*** INFORMATION Section Begins ***

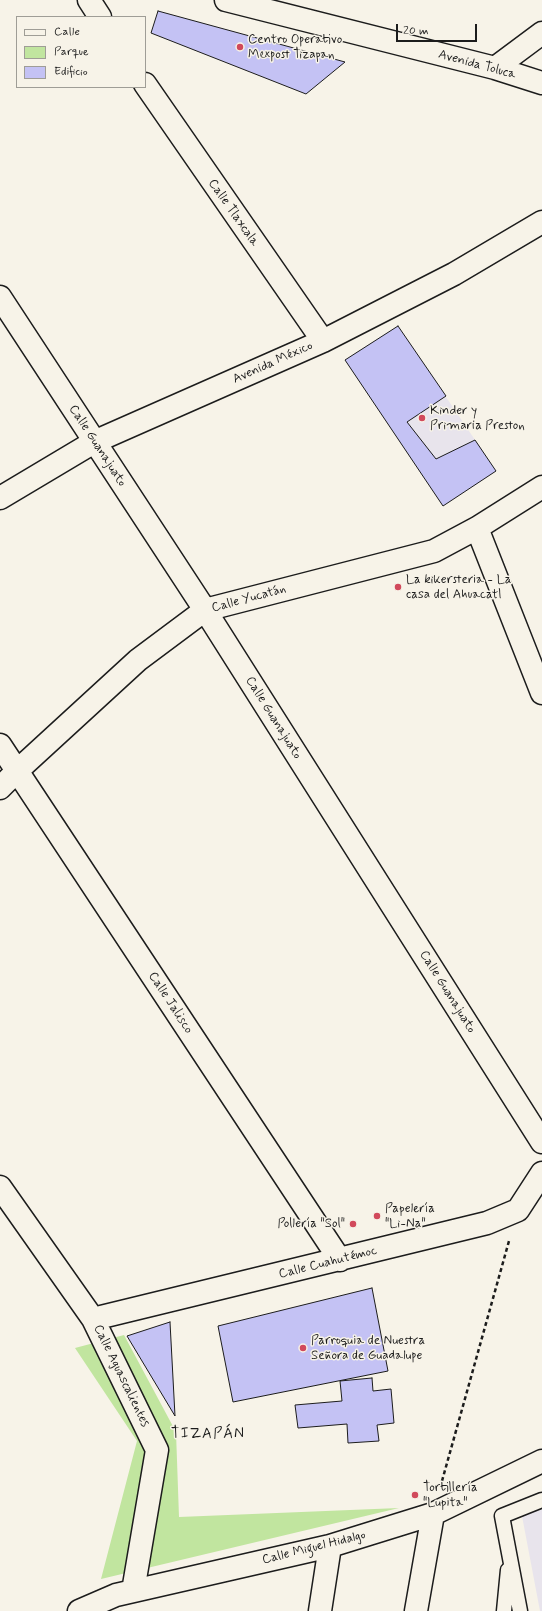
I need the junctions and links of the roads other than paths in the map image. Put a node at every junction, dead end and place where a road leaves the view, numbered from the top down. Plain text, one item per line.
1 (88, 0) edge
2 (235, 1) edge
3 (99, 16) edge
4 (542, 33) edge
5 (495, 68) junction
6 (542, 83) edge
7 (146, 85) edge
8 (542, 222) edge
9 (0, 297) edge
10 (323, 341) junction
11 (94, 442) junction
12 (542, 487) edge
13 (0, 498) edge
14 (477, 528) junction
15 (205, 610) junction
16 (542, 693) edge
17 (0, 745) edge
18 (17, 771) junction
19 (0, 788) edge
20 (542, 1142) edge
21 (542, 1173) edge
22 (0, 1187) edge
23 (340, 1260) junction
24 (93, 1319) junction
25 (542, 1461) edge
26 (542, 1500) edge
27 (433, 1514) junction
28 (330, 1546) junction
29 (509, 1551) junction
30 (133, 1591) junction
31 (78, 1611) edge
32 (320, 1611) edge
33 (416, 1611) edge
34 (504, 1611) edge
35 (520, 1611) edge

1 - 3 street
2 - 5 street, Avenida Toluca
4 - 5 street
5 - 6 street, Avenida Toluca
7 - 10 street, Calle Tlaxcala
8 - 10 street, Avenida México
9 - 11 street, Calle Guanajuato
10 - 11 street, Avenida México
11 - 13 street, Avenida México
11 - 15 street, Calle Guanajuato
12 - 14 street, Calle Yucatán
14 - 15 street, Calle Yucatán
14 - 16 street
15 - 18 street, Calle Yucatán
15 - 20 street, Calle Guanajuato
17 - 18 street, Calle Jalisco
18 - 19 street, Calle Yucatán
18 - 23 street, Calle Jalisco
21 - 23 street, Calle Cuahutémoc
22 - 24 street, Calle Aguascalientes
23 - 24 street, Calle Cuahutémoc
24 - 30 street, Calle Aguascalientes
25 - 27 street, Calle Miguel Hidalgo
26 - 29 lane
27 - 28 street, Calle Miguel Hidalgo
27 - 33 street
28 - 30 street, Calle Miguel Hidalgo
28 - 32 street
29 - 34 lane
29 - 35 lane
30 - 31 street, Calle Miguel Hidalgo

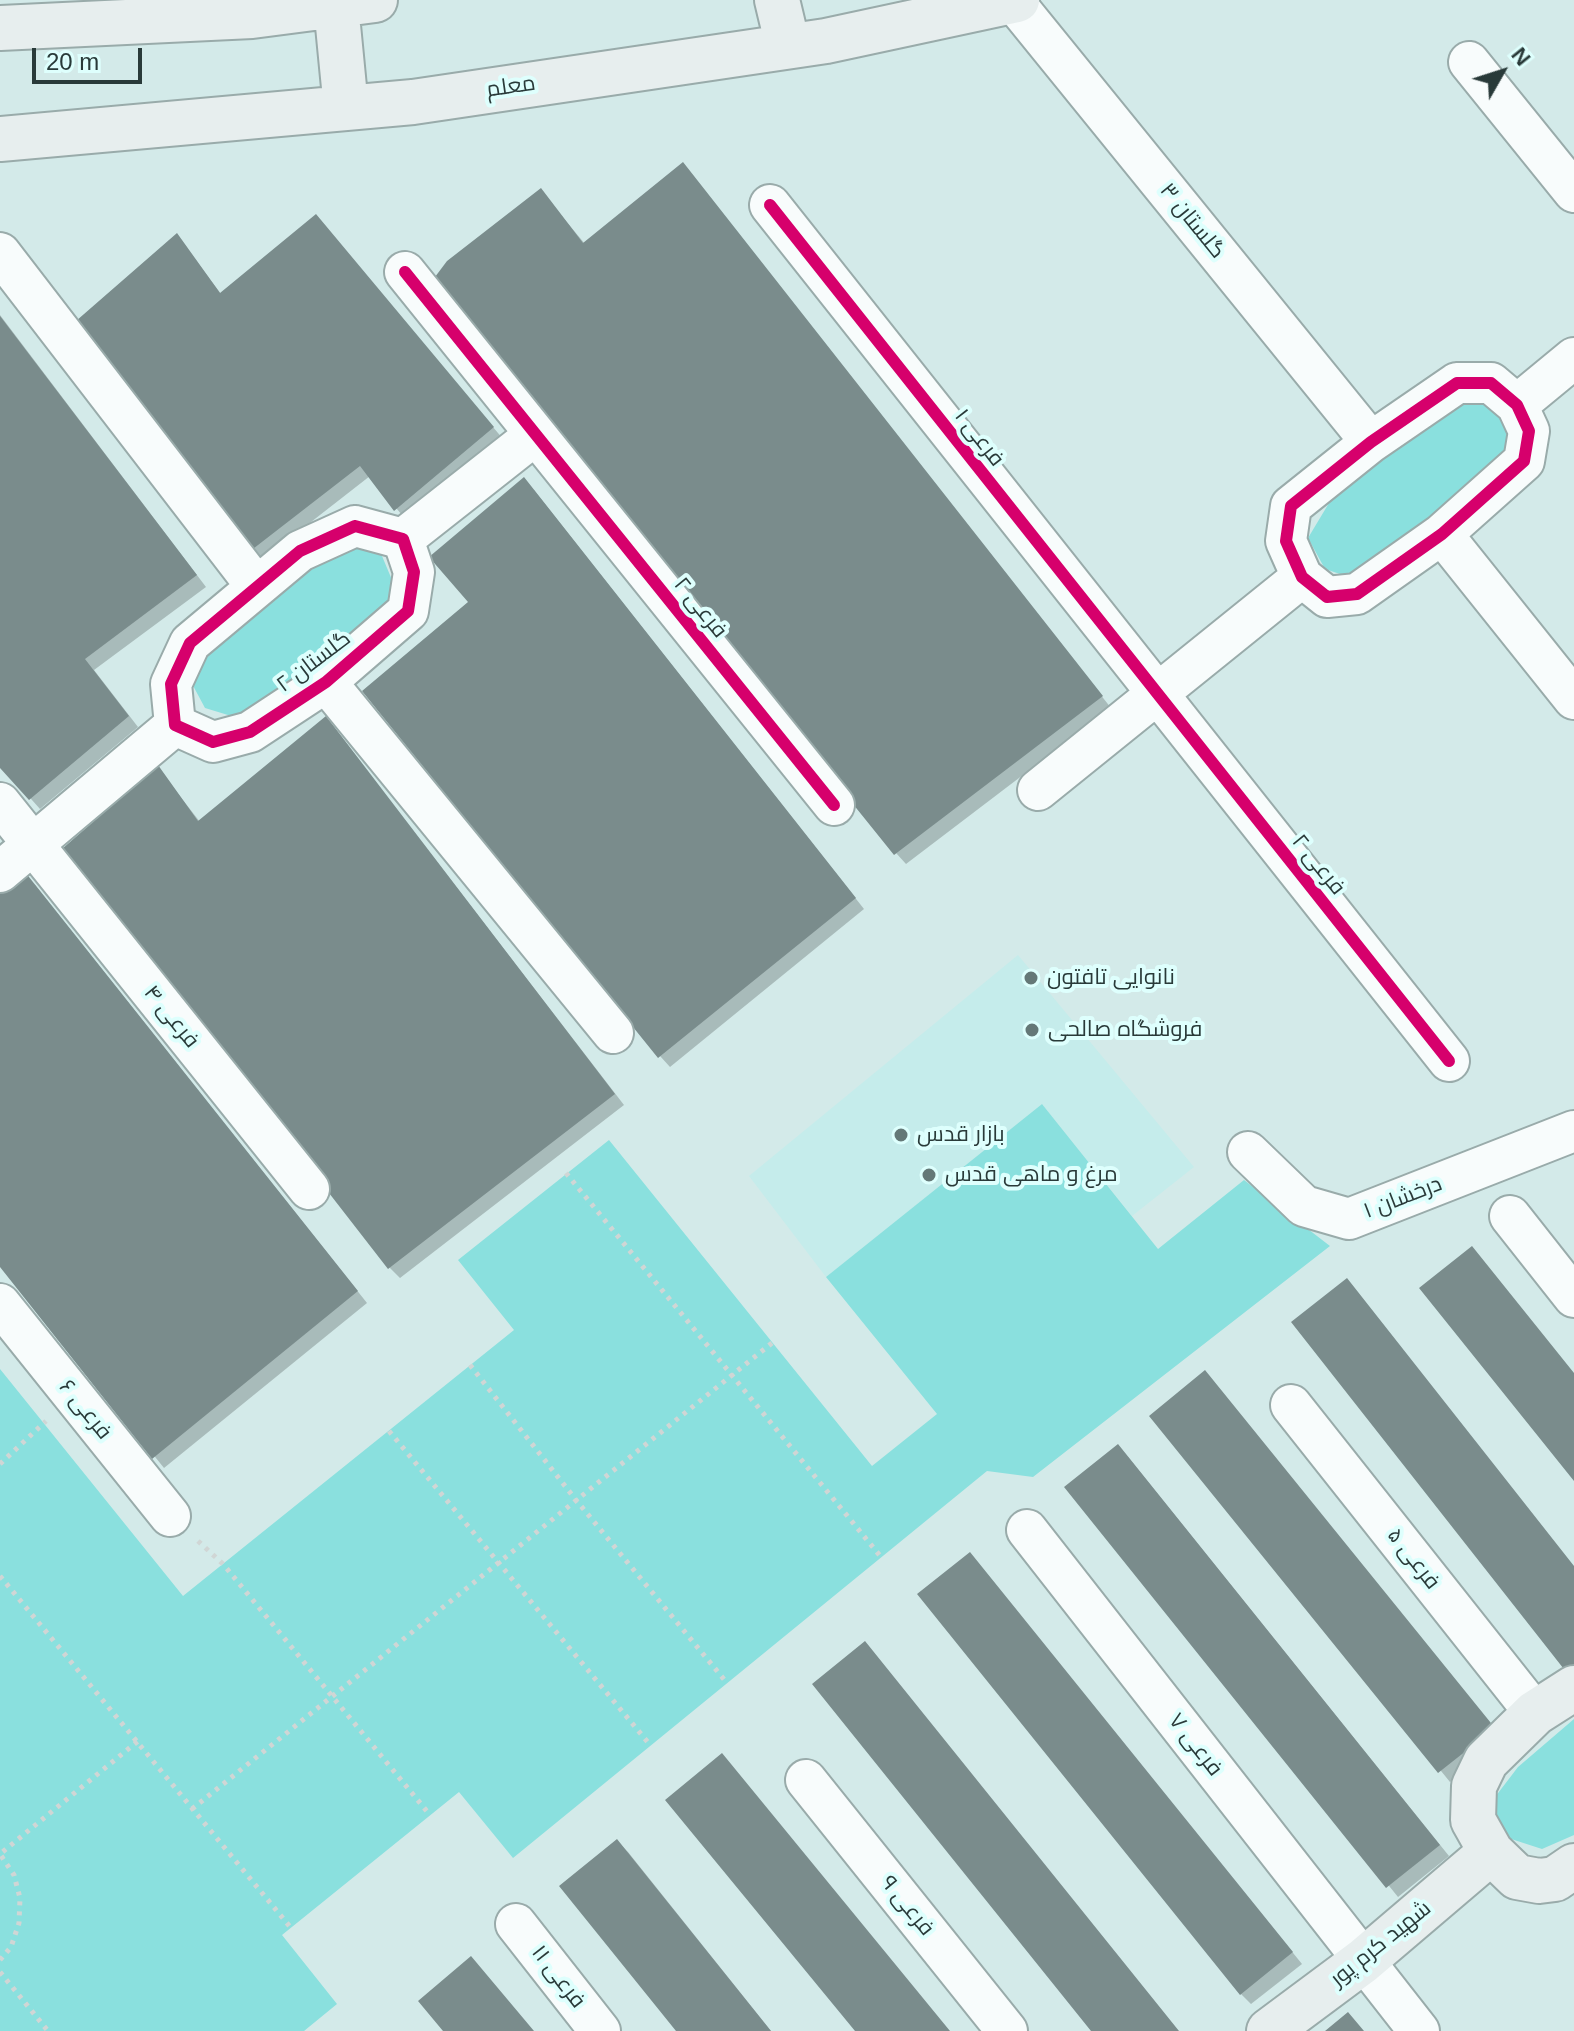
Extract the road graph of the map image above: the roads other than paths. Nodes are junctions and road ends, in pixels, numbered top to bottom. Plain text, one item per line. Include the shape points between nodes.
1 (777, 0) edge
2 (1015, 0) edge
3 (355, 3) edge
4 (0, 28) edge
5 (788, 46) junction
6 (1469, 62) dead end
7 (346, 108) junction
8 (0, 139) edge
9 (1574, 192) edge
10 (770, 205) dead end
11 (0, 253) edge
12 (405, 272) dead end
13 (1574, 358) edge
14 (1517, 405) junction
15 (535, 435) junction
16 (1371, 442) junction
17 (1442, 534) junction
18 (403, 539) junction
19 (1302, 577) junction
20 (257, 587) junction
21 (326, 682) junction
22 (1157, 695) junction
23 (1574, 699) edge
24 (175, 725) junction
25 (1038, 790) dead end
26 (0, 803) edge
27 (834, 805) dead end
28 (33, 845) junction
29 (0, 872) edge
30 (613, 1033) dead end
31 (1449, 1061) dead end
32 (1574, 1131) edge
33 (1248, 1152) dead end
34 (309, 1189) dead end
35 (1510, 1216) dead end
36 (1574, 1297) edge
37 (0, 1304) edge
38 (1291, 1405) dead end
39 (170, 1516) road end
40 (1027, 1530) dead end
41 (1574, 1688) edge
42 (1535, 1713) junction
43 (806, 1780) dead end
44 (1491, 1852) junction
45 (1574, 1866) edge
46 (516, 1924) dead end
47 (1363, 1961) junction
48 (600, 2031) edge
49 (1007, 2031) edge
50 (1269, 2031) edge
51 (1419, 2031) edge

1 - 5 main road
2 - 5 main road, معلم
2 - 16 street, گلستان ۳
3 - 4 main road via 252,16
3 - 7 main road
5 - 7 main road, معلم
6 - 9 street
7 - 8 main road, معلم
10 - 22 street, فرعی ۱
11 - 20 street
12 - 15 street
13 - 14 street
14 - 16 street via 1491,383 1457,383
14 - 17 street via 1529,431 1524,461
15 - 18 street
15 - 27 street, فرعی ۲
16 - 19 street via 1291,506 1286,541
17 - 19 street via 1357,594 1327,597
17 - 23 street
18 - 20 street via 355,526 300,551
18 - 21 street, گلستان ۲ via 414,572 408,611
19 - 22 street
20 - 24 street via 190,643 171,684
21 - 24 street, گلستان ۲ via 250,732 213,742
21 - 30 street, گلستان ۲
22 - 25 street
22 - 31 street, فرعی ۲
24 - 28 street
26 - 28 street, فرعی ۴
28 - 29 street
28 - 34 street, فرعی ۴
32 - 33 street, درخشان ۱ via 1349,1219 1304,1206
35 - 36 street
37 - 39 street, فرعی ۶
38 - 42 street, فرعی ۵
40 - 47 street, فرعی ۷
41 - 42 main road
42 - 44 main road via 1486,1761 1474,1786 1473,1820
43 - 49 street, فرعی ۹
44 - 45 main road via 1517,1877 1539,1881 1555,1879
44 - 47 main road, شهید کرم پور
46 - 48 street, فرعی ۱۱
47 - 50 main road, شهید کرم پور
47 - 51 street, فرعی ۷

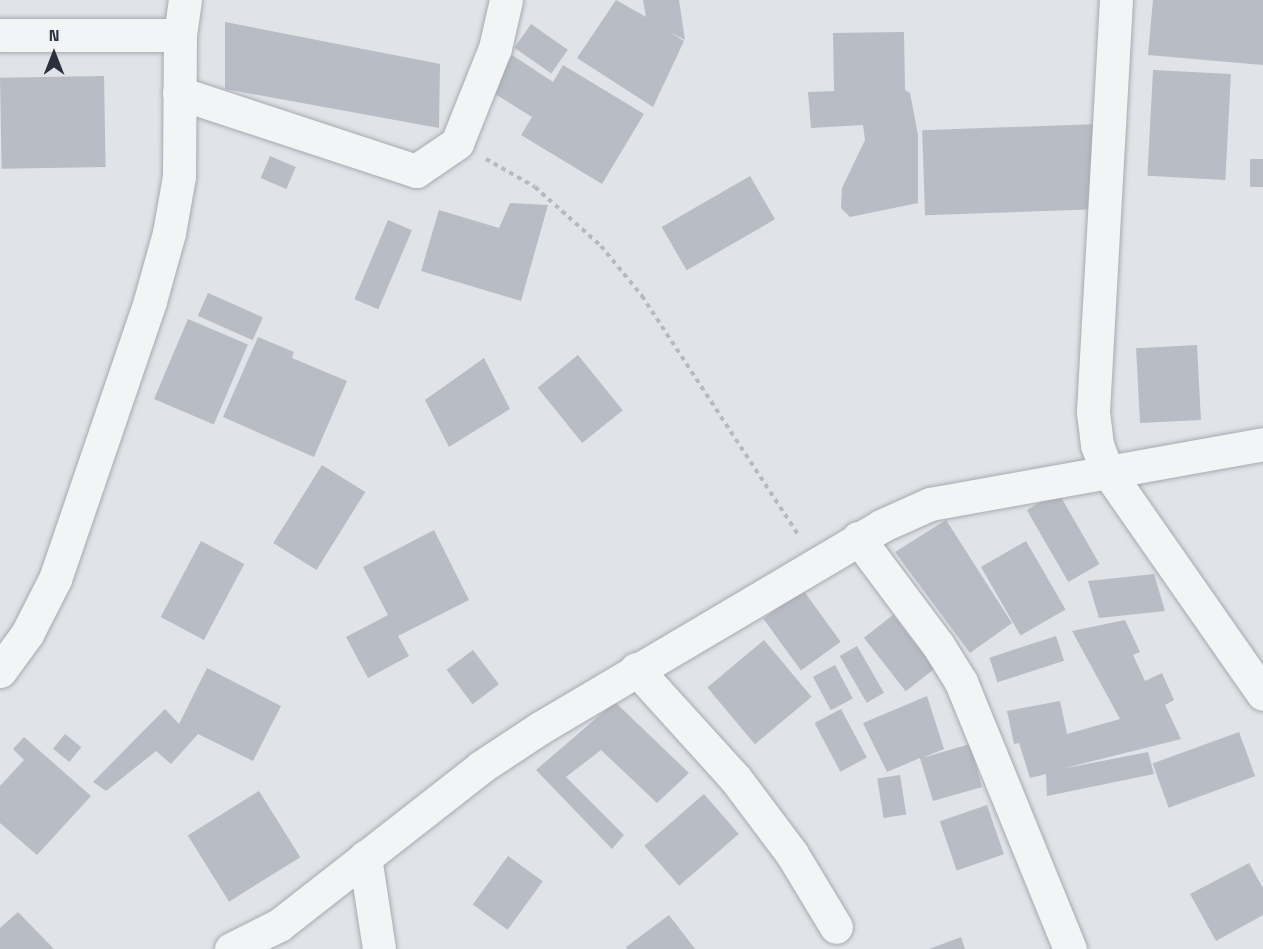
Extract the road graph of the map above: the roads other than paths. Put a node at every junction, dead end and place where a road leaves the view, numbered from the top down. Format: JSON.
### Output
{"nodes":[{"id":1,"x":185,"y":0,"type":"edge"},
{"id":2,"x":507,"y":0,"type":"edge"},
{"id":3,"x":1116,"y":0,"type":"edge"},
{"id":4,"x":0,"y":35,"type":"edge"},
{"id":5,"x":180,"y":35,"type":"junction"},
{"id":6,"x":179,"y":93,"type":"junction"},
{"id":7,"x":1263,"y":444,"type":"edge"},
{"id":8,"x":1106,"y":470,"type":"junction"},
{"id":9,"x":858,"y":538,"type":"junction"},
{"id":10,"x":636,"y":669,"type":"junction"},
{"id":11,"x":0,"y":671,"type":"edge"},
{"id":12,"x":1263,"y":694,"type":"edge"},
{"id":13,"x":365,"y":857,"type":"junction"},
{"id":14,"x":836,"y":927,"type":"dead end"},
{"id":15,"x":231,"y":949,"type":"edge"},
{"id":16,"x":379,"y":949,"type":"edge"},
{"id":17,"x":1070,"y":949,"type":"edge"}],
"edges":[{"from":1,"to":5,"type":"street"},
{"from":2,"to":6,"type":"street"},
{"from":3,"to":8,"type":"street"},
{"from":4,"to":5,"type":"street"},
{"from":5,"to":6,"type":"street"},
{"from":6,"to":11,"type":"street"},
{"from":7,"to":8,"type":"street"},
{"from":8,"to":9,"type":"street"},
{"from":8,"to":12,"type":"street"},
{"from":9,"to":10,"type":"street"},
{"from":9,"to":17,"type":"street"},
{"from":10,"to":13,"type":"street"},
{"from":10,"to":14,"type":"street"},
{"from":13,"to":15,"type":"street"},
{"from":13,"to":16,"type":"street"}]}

*** INFORMATION Section Ends ***

• [TASK ITEM]
Word-for-word output of the material above is needed, with the pictures left out.

• [RESULT BELOW]
I need the junctions and links of the roads other than paths in the map image. Put a node at every junction, dead end and place where a road leaves the view, numbered from the top down. Plain text, one item per line.
1 (88, 0) edge
2 (235, 1) edge
3 (99, 16) edge
4 (542, 33) edge
5 (495, 68) junction
6 (542, 83) edge
7 (146, 85) edge
8 (542, 222) edge
9 (0, 297) edge
10 (323, 341) junction
11 (94, 442) junction
12 (542, 487) edge
13 (0, 498) edge
14 (477, 528) junction
15 (205, 610) junction
16 (542, 693) edge
17 (0, 745) edge
18 (17, 771) junction
19 (0, 788) edge
20 (542, 1142) edge
21 (542, 1173) edge
22 (0, 1187) edge
23 (340, 1260) junction
24 (93, 1319) junction
25 (542, 1461) edge
26 (542, 1500) edge
27 (433, 1514) junction
28 (330, 1546) junction
29 (509, 1551) junction
30 (133, 1591) junction
31 (78, 1611) edge
32 (320, 1611) edge
33 (416, 1611) edge
34 (504, 1611) edge
35 (520, 1611) edge

1 - 3 street
2 - 5 street, Avenida Toluca
4 - 5 street
5 - 6 street, Avenida Toluca
7 - 10 street, Calle Tlaxcala
8 - 10 street, Avenida México
9 - 11 street, Calle Guanajuato
10 - 11 street, Avenida México
11 - 13 street, Avenida México
11 - 15 street, Calle Guanajuato
12 - 14 street, Calle Yucatán
14 - 15 street, Calle Yucatán
14 - 16 street
15 - 18 street, Calle Yucatán
15 - 20 street, Calle Guanajuato
17 - 18 street, Calle Jalisco
18 - 19 street, Calle Yucatán
18 - 23 street, Calle Jalisco
21 - 23 street, Calle Cuahutémoc
22 - 24 street, Calle Aguascalientes
23 - 24 street, Calle Cuahutémoc
24 - 30 street, Calle Aguascalientes
25 - 27 street, Calle Miguel Hidalgo
26 - 29 lane
27 - 28 street, Calle Miguel Hidalgo
27 - 33 street
28 - 30 street, Calle Miguel Hidalgo
28 - 32 street
29 - 34 lane
29 - 35 lane
30 - 31 street, Calle Miguel Hidalgo

Extract the road graph of the map image above: the roads other than paths. Nodes are junctions and road ends, in pixels, numbered top to bottom. Plain text, one item per line. Include the shape points between nodes.
1 (777, 0) edge
2 (1015, 0) edge
3 (355, 3) edge
4 (0, 28) edge
5 (788, 46) junction
6 (1469, 62) dead end
7 (346, 108) junction
8 (0, 139) edge
9 (1574, 192) edge
10 (770, 205) dead end
11 (0, 253) edge
12 (405, 272) dead end
13 (1574, 358) edge
14 (1517, 405) junction
15 (535, 435) junction
16 (1371, 442) junction
17 (1442, 534) junction
18 (403, 539) junction
19 (1302, 577) junction
20 (257, 587) junction
21 (326, 682) junction
22 (1157, 695) junction
23 (1574, 699) edge
24 (175, 725) junction
25 (1038, 790) dead end
26 (0, 803) edge
27 (834, 805) dead end
28 (33, 845) junction
29 (0, 872) edge
30 (613, 1033) dead end
31 (1449, 1061) dead end
32 (1574, 1131) edge
33 (1248, 1152) dead end
34 (309, 1189) dead end
35 (1510, 1216) dead end
36 (1574, 1297) edge
37 (0, 1304) edge
38 (1291, 1405) dead end
39 (170, 1516) road end
40 (1027, 1530) dead end
41 (1574, 1688) edge
42 (1535, 1713) junction
43 (806, 1780) dead end
44 (1491, 1852) junction
45 (1574, 1866) edge
46 (516, 1924) dead end
47 (1363, 1961) junction
48 (600, 2031) edge
49 (1007, 2031) edge
50 (1269, 2031) edge
51 (1419, 2031) edge

1 - 5 main road
2 - 5 main road, معلم
2 - 16 street, گلستان ۳
3 - 4 main road via 252,16
3 - 7 main road
5 - 7 main road, معلم
6 - 9 street
7 - 8 main road, معلم
10 - 22 street, فرعی ۱
11 - 20 street
12 - 15 street
13 - 14 street
14 - 16 street via 1491,383 1457,383
14 - 17 street via 1529,431 1524,461
15 - 18 street
15 - 27 street, فرعی ۲
16 - 19 street via 1291,506 1286,541
17 - 19 street via 1357,594 1327,597
17 - 23 street
18 - 20 street via 355,526 300,551
18 - 21 street, گلستان ۲ via 414,572 408,611
19 - 22 street
20 - 24 street via 190,643 171,684
21 - 24 street, گلستان ۲ via 250,732 213,742
21 - 30 street, گلستان ۲
22 - 25 street
22 - 31 street, فرعی ۲
24 - 28 street
26 - 28 street, فرعی ۴
28 - 29 street
28 - 34 street, فرعی ۴
32 - 33 street, درخشان ۱ via 1349,1219 1304,1206
35 - 36 street
37 - 39 street, فرعی ۶
38 - 42 street, فرعی ۵
40 - 47 street, فرعی ۷
41 - 42 main road
42 - 44 main road via 1486,1761 1474,1786 1473,1820
43 - 49 street, فرعی ۹
44 - 45 main road via 1517,1877 1539,1881 1555,1879
44 - 47 main road, شهید کرم پور
46 - 48 street, فرعی ۱۱
47 - 50 main road, شهید کرم پور
47 - 51 street, فرعی ۷

Extract the road graph of the map above: the roads other than paths. Put a node at every junction, dead end and place where a road leaves the view, numbered from the top down. Format: JSON.
### Output
{"nodes":[{"id":1,"x":185,"y":0,"type":"edge"},
{"id":2,"x":507,"y":0,"type":"edge"},
{"id":3,"x":1116,"y":0,"type":"edge"},
{"id":4,"x":0,"y":35,"type":"edge"},
{"id":5,"x":180,"y":35,"type":"junction"},
{"id":6,"x":179,"y":93,"type":"junction"},
{"id":7,"x":1263,"y":444,"type":"edge"},
{"id":8,"x":1106,"y":470,"type":"junction"},
{"id":9,"x":858,"y":538,"type":"junction"},
{"id":10,"x":636,"y":669,"type":"junction"},
{"id":11,"x":0,"y":671,"type":"edge"},
{"id":12,"x":1263,"y":694,"type":"edge"},
{"id":13,"x":365,"y":857,"type":"junction"},
{"id":14,"x":836,"y":927,"type":"dead end"},
{"id":15,"x":231,"y":949,"type":"edge"},
{"id":16,"x":379,"y":949,"type":"edge"},
{"id":17,"x":1070,"y":949,"type":"edge"}],
"edges":[{"from":1,"to":5,"type":"street"},
{"from":2,"to":6,"type":"street"},
{"from":3,"to":8,"type":"street"},
{"from":4,"to":5,"type":"street"},
{"from":5,"to":6,"type":"street"},
{"from":6,"to":11,"type":"street"},
{"from":7,"to":8,"type":"street"},
{"from":8,"to":9,"type":"street"},
{"from":8,"to":12,"type":"street"},
{"from":9,"to":10,"type":"street"},
{"from":9,"to":17,"type":"street"},
{"from":10,"to":13,"type":"street"},
{"from":10,"to":14,"type":"street"},
{"from":13,"to":15,"type":"street"},
{"from":13,"to":16,"type":"street"}]}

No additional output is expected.